The Algum website has moved again — from cumulonimbus.diamond.cs.cmu.edu to algum.cmusatyalab.org. An automatic redirection has been set up on the old site, but check if you have any bookmarks that link to the old name.
We will soon be migrating Algum to a virtual machine running on faster hardware. Now that Algum has its own hostname, we can do this at will, without having to ask you to update your bookmarks again.
Use tags to identify a subset of available images, after selecting an image a Deepzoom viewer is used to view the image. From this view it is also possible to navigate to any tasks that have labeled the image.
The Algum website has been moved from kohinoor.diamond.cs.cmu.edu to cumulonimbus.diamond.cs.cmu.edu. An automatic redirection has been set up on the old site, but check if you have any bookmarks that link to the old server.
Aside from the unpronounceable name, the new machine has considerably better specifications, 8 CPU cores, 8Gb of memory, and 1TB of available diskspace, plus several empty drivebays to add extra disks as needed.

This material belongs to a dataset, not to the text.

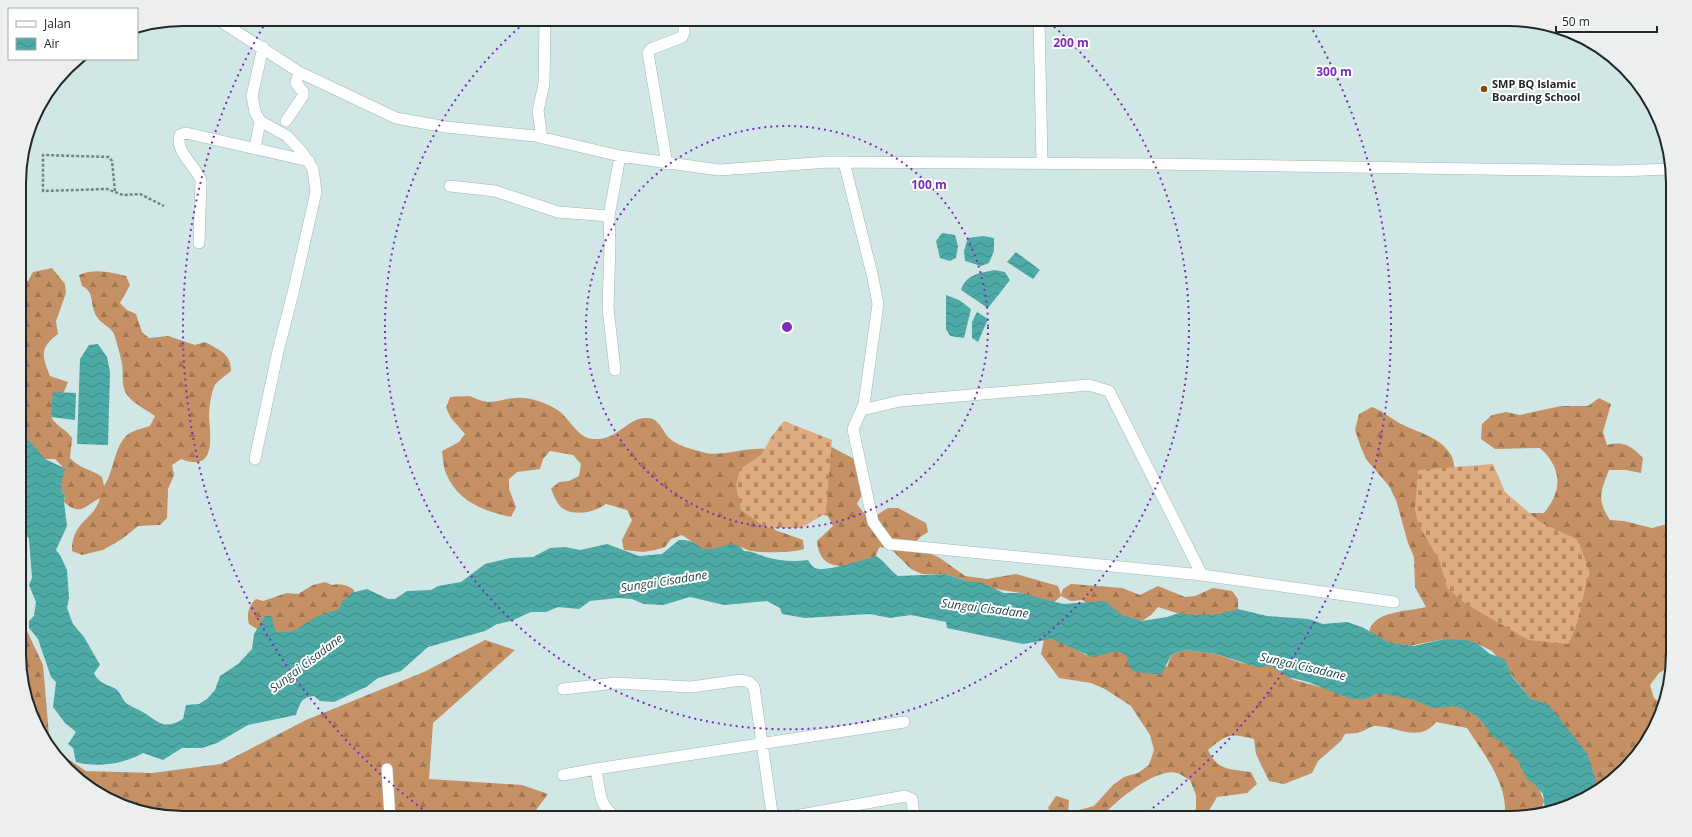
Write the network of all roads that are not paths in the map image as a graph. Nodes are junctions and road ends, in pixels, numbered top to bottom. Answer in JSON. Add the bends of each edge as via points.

It is now possible to upload a zip archive file containing slide data in any format that is supported by OpenSlide (Trestle, Hamamatsu, Mirax, Aperio and generic TIFF formats).
After upload you can double-click on the slide thumbnail to start an embedded OpenSeadragon viewer to pan and zoom over the full slide.
Tasks, Labels and Image data have been imported from the old site. However any existing users will need to reset their password before they can log in.
You can reset your password by following this link and entering your email address. You will then be sent an email containing your username and a temporary link through which a new password can be set.